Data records

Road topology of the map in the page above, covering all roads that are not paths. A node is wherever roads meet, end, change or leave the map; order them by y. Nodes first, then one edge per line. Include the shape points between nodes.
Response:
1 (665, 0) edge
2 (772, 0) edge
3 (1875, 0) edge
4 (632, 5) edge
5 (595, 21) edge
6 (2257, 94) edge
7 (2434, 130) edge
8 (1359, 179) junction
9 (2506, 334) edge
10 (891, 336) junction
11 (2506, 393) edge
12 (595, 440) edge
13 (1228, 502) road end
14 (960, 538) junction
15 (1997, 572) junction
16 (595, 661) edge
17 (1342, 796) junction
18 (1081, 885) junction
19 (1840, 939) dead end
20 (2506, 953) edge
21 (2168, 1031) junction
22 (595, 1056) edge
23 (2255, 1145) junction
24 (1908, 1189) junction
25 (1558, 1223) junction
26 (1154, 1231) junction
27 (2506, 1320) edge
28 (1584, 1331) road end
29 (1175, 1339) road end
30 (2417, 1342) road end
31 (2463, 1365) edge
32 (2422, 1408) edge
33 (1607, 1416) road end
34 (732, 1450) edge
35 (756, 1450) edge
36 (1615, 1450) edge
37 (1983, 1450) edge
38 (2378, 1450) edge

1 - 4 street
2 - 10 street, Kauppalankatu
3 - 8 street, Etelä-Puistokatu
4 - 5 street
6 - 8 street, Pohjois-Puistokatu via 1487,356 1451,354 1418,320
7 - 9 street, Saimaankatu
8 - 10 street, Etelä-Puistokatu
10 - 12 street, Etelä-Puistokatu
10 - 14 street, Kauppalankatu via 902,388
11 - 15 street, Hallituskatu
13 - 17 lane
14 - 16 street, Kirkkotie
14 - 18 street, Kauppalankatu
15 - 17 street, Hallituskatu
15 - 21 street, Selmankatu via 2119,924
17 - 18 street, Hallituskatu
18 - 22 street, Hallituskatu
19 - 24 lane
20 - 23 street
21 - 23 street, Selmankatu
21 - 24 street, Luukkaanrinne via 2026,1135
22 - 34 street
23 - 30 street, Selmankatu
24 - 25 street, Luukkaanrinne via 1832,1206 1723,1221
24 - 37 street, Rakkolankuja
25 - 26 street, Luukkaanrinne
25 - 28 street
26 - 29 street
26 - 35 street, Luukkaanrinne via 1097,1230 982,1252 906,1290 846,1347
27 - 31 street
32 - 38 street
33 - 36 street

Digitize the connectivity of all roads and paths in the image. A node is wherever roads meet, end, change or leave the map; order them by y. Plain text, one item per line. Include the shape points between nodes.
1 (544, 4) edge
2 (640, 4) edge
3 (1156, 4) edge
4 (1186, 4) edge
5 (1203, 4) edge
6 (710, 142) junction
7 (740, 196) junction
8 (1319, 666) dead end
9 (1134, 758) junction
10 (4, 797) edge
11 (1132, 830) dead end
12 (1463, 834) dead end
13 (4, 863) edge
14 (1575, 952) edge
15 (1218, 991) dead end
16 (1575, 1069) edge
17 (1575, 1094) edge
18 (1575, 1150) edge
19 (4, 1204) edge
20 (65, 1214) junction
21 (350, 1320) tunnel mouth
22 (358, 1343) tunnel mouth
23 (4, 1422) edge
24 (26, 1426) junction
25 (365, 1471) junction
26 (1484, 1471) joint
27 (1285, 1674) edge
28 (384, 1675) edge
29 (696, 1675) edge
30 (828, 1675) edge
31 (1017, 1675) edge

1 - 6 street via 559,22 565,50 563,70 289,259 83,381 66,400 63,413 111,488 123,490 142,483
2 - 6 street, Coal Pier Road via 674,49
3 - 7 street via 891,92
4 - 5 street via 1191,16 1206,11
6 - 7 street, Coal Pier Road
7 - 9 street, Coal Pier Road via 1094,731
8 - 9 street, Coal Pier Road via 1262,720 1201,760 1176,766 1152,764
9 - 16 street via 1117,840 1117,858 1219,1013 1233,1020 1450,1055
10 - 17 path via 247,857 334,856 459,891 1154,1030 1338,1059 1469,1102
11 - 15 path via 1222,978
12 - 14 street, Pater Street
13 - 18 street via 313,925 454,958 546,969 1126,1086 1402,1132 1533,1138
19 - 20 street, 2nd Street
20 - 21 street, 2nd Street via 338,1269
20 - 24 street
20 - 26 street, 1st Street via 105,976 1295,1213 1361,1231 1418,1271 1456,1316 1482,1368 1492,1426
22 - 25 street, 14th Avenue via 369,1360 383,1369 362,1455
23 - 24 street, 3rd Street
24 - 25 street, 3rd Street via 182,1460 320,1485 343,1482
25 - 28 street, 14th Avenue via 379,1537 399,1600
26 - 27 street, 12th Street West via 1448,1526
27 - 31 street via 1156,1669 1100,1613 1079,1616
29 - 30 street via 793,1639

● **What is being asked**
Look through the records above and please copy every line in which the string "change" occurs.

● **Answer to the problem**
Road topology of the map in the page above, covering all roads that are not paths. A node is wherever roads meet, end, change or leave the map; order them by y. Nodes first, then one edge per line. Include the shape points between nodes.
Digitize the connectivity of all roads and paths in the image. A node is wherever roads meet, end, change or leave the map; order them by y. Plain text, one item per line. Include the shape points between nodes.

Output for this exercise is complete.